_WORK REQUIRED_
Once you have checked each line below, report only the number of lines that contain the word "Gyan".
****
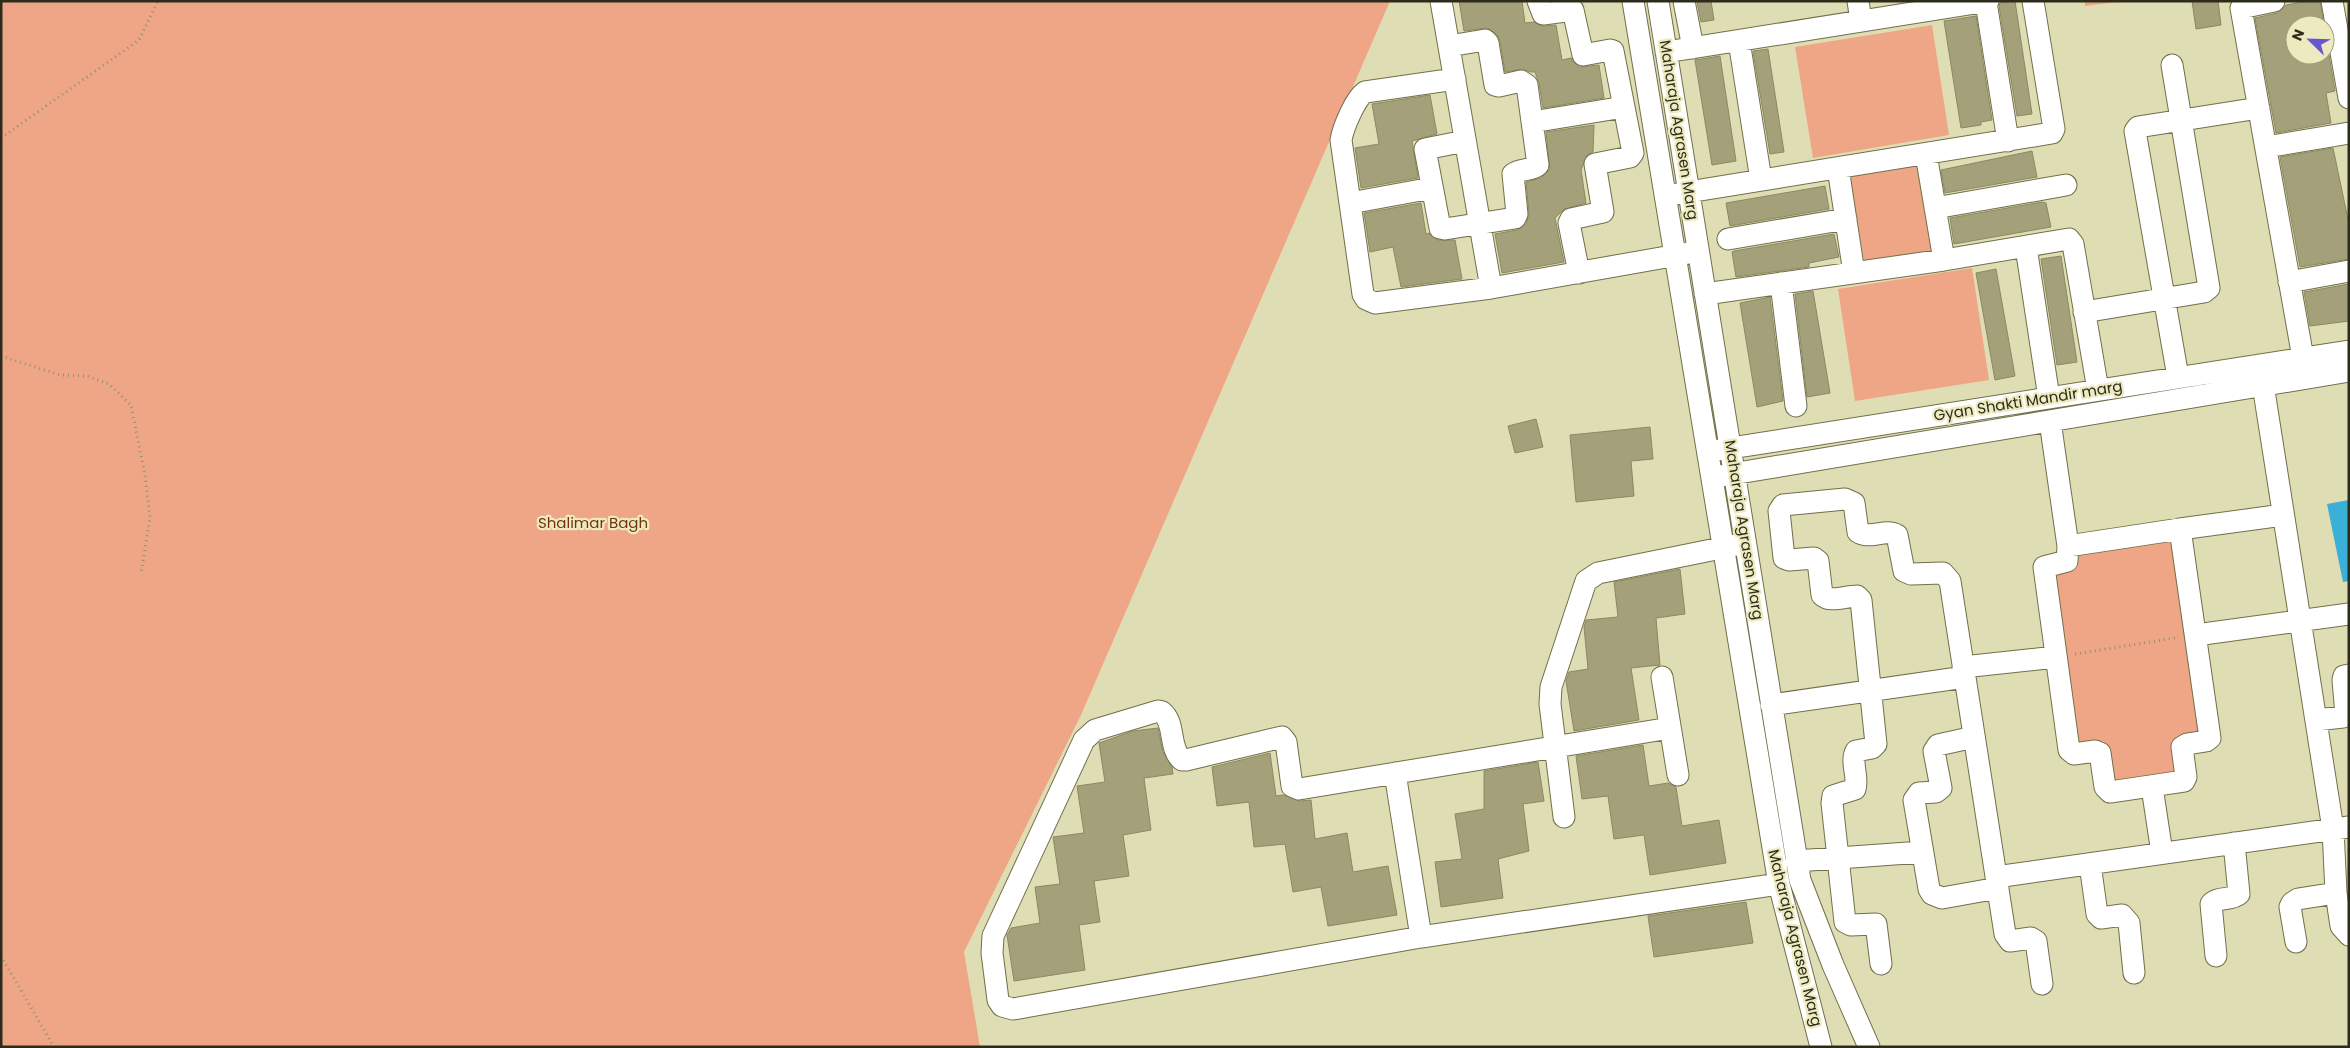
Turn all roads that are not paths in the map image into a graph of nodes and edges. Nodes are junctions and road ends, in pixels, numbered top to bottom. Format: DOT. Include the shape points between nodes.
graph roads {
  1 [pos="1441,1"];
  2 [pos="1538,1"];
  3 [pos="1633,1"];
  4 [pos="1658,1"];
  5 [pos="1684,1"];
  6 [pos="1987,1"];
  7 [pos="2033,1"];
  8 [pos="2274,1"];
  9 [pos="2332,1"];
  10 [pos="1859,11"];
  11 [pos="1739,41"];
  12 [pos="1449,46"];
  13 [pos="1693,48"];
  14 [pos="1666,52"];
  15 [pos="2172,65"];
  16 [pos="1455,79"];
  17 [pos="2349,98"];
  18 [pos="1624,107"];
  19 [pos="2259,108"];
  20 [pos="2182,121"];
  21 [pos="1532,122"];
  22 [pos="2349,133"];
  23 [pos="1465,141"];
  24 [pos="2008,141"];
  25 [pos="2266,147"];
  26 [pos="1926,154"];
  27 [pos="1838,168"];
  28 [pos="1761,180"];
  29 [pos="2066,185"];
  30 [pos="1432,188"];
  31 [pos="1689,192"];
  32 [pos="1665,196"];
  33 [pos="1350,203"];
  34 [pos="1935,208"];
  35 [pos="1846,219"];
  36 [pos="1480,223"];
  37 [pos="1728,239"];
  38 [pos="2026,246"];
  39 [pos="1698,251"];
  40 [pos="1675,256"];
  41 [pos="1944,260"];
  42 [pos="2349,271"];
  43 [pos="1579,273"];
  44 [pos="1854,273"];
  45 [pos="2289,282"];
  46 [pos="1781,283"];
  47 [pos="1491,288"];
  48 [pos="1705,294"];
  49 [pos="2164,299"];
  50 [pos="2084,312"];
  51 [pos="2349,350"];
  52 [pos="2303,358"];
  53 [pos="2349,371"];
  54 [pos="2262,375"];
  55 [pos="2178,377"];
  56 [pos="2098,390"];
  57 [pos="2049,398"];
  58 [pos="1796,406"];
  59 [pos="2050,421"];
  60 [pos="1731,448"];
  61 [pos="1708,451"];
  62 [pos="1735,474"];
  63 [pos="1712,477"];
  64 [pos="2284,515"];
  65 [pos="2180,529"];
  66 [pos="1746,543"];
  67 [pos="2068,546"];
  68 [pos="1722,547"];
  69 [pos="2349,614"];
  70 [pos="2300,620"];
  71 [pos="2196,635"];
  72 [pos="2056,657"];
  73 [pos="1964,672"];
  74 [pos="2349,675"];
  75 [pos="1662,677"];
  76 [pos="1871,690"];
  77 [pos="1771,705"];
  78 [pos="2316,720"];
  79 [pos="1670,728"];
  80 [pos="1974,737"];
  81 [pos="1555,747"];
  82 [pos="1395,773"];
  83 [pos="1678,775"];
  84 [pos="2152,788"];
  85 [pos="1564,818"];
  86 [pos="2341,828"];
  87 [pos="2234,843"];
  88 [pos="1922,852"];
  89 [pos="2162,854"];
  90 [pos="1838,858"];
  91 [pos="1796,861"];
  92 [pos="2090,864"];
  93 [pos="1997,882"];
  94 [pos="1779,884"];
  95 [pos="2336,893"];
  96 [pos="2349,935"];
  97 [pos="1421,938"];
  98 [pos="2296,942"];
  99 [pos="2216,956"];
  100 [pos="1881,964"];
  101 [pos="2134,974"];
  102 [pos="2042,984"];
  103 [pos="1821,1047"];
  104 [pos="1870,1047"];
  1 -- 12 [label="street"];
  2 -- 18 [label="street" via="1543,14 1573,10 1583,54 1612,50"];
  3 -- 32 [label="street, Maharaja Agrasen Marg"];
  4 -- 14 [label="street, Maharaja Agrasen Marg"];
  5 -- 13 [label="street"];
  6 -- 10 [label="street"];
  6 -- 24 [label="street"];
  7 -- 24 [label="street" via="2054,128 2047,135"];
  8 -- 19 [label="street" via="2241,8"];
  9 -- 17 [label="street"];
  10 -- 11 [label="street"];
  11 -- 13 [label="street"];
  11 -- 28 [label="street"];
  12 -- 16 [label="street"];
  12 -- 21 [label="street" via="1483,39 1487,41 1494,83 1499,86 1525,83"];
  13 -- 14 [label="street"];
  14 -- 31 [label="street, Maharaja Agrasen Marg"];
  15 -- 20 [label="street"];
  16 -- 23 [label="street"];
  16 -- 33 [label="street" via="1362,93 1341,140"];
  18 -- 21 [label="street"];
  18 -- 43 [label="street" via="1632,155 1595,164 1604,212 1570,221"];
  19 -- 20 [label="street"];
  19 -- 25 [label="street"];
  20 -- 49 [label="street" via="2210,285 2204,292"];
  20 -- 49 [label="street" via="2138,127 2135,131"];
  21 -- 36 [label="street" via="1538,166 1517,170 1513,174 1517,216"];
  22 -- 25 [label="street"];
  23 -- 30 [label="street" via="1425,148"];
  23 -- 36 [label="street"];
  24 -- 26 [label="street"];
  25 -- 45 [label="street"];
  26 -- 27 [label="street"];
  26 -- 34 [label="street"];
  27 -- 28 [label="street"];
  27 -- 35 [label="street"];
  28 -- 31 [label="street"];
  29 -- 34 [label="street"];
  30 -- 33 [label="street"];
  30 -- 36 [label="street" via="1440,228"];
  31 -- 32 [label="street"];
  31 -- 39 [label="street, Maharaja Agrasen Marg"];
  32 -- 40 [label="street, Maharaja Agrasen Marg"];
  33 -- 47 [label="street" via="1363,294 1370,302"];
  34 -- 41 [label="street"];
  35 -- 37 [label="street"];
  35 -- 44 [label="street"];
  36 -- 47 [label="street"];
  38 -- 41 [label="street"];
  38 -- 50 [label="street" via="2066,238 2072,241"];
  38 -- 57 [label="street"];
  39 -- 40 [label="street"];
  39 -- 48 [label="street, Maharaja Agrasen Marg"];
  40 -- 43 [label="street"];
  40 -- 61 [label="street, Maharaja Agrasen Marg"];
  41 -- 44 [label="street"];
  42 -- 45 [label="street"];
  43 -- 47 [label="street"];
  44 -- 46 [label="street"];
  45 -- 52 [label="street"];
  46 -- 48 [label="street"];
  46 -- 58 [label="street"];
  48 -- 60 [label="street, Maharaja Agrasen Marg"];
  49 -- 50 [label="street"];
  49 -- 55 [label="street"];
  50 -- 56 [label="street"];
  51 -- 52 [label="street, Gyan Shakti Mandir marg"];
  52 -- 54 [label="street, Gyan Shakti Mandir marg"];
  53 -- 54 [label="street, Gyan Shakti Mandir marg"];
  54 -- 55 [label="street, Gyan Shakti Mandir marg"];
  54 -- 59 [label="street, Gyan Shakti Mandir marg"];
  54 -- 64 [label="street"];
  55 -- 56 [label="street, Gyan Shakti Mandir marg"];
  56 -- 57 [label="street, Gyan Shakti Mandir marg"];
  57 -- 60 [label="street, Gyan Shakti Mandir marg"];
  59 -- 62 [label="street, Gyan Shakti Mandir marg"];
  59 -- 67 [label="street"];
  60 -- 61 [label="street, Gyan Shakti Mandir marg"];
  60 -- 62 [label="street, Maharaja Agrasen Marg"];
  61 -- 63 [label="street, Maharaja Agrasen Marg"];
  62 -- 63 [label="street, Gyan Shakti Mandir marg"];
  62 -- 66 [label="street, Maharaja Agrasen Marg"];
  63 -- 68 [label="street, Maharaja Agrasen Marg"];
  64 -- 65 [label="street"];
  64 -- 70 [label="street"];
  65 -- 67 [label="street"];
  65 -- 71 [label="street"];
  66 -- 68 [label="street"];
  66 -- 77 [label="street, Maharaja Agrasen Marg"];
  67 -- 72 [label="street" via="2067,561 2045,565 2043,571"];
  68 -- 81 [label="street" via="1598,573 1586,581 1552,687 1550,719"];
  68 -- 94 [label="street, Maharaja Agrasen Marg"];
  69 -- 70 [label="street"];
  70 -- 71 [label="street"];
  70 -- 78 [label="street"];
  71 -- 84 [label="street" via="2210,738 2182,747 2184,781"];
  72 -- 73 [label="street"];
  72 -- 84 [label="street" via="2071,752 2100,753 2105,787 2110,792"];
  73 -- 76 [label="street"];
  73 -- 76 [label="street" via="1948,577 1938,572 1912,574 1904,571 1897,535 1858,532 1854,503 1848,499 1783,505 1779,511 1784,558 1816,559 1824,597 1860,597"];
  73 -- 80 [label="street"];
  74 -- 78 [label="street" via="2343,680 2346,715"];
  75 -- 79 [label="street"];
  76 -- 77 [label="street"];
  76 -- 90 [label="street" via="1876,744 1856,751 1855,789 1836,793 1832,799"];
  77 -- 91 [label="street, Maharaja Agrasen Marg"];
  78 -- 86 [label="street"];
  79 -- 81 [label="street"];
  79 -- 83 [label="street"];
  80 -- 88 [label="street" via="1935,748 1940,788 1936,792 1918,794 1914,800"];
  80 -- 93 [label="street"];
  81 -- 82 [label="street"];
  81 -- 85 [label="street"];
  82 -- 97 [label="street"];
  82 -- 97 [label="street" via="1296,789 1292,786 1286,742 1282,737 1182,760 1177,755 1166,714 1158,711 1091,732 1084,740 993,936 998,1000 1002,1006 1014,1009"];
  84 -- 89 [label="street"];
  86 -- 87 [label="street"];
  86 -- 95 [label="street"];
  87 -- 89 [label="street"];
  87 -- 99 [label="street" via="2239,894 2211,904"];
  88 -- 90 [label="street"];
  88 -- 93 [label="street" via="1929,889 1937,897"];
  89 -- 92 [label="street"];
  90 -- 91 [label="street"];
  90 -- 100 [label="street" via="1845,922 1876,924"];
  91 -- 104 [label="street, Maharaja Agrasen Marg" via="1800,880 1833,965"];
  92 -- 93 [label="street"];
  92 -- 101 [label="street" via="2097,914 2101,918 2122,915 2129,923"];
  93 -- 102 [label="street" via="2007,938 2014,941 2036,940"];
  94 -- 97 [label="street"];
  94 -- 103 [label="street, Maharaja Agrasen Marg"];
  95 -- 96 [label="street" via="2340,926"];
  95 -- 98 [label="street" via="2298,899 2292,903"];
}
****
_SOLUTION_
11